Data extracts =
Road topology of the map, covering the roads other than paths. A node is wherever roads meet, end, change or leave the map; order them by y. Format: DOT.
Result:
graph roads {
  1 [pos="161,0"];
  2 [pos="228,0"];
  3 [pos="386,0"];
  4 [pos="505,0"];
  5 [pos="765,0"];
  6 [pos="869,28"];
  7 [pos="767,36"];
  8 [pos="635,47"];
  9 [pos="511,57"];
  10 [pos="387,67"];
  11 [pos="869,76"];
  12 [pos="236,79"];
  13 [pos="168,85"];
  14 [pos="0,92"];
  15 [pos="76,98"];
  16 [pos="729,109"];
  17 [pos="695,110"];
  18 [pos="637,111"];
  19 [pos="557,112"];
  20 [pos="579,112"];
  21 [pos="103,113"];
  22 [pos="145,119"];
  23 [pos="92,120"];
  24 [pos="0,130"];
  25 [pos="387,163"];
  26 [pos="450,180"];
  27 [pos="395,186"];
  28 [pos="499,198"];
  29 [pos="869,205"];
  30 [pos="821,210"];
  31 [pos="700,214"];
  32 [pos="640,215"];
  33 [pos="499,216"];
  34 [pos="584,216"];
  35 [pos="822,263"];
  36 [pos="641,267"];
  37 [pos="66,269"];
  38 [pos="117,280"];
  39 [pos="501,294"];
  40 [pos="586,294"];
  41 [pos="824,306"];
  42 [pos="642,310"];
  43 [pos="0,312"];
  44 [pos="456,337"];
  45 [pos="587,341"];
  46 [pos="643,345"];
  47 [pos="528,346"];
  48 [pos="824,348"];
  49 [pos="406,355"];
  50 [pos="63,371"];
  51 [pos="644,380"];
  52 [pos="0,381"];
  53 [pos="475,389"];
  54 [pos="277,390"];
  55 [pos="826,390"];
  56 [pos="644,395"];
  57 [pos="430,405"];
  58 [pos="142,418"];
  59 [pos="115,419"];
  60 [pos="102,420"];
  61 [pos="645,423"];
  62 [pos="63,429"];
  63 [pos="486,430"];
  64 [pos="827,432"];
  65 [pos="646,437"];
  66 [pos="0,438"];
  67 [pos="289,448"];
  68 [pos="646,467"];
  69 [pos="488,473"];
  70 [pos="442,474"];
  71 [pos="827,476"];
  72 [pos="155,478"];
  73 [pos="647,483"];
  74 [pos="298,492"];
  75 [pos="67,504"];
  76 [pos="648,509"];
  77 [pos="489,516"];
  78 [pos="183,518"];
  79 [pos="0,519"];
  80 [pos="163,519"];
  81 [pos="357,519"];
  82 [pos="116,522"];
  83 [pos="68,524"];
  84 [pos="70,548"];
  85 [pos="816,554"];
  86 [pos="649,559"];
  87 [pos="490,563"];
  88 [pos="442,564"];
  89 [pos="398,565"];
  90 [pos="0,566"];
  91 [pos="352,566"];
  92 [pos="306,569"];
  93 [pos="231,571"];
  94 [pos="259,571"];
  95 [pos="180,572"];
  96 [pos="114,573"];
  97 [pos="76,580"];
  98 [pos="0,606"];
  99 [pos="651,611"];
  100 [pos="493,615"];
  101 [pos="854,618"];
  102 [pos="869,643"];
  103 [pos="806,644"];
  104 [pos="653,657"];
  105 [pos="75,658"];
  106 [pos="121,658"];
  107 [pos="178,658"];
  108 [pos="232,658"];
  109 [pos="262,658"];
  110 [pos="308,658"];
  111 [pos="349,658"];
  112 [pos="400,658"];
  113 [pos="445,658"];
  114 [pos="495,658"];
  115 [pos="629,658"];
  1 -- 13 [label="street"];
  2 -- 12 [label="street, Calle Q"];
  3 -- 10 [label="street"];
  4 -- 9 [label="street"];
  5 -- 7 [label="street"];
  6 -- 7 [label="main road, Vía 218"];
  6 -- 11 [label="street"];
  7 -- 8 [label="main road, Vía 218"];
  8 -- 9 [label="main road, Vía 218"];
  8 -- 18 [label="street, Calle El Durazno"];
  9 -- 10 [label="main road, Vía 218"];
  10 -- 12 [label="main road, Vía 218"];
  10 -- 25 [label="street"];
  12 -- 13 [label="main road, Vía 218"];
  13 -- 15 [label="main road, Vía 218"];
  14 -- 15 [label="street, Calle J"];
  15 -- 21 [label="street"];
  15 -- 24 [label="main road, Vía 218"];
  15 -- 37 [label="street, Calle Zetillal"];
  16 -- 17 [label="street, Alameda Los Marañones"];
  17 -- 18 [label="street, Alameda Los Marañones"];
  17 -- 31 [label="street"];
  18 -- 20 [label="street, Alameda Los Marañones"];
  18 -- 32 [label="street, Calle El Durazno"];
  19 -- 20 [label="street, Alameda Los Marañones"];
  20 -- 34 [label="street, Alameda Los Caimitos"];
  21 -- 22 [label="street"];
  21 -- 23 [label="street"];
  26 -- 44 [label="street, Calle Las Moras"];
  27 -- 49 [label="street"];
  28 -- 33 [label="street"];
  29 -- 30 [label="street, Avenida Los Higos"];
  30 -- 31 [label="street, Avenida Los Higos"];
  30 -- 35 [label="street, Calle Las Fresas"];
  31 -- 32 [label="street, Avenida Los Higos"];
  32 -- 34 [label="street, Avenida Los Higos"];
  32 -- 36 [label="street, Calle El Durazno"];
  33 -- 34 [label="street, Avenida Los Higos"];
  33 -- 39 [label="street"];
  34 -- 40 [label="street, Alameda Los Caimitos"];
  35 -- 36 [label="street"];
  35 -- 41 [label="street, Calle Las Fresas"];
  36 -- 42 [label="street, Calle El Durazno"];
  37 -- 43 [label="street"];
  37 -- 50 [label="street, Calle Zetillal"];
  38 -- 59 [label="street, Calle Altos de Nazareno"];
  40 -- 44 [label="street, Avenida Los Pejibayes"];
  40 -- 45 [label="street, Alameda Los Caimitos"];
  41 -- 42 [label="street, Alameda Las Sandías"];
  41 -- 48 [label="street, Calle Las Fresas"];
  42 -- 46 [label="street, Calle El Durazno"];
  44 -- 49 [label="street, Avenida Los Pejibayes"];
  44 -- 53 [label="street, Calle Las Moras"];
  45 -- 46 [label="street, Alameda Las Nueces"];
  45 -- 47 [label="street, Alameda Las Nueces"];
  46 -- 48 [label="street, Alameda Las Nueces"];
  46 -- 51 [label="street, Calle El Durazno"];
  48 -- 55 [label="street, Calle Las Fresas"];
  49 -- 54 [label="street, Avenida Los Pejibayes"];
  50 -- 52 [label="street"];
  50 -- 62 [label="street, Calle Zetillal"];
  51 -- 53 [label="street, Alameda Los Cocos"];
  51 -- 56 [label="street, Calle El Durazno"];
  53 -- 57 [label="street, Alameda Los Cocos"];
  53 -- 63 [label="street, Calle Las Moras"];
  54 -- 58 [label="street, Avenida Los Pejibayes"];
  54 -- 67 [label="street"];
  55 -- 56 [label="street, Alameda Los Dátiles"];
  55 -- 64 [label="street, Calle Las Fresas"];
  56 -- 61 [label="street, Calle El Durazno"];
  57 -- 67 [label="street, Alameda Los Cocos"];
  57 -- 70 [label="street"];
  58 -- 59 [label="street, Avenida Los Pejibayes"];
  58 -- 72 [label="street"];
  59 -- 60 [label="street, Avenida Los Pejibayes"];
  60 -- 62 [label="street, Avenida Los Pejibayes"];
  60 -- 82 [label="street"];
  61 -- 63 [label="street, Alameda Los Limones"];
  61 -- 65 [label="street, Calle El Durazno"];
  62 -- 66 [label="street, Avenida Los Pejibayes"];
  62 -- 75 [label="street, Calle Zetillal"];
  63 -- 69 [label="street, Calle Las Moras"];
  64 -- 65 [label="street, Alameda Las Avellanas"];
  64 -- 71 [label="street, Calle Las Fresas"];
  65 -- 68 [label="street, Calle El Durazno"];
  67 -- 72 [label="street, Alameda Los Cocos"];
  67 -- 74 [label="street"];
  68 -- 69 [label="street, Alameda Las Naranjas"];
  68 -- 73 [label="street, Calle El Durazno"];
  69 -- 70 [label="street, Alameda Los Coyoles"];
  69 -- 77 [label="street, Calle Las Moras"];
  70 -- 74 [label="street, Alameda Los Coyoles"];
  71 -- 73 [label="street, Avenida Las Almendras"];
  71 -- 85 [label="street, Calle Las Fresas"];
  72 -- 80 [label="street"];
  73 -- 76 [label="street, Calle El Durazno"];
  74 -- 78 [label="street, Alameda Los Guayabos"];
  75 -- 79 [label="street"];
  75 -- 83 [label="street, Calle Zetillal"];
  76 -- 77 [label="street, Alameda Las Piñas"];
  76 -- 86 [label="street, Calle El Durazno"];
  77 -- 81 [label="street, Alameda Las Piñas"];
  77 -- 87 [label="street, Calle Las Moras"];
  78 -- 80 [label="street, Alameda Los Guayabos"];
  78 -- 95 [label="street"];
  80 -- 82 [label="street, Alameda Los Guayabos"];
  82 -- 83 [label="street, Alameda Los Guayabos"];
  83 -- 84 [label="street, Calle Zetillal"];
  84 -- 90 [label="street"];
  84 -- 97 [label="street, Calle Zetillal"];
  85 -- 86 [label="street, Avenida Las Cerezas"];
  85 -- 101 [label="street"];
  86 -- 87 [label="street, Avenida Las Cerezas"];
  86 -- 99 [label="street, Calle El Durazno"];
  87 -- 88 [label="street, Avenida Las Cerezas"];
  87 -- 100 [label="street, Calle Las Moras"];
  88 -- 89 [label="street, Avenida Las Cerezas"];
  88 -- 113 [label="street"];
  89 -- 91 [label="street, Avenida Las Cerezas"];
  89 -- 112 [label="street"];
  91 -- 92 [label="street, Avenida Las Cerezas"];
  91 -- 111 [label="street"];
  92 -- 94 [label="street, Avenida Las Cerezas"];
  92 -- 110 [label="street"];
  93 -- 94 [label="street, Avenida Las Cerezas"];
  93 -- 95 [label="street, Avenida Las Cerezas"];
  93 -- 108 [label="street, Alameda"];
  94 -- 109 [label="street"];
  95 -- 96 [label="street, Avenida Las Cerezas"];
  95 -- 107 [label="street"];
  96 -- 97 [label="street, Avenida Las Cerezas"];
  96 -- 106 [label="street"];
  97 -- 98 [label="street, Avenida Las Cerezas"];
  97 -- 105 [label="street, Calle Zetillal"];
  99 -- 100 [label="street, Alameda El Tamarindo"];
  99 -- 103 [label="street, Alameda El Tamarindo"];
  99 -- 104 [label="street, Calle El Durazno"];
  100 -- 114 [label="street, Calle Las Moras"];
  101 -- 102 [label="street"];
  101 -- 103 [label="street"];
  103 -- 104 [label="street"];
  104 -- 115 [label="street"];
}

Assignment = Whenever a line above has the word "roads" in it, copy that line.

Reply =
Road topology of the map, covering the roads other than paths. A node is wherever roads meet, end, change or leave the map; order them by y. Format: DOT.
graph roads {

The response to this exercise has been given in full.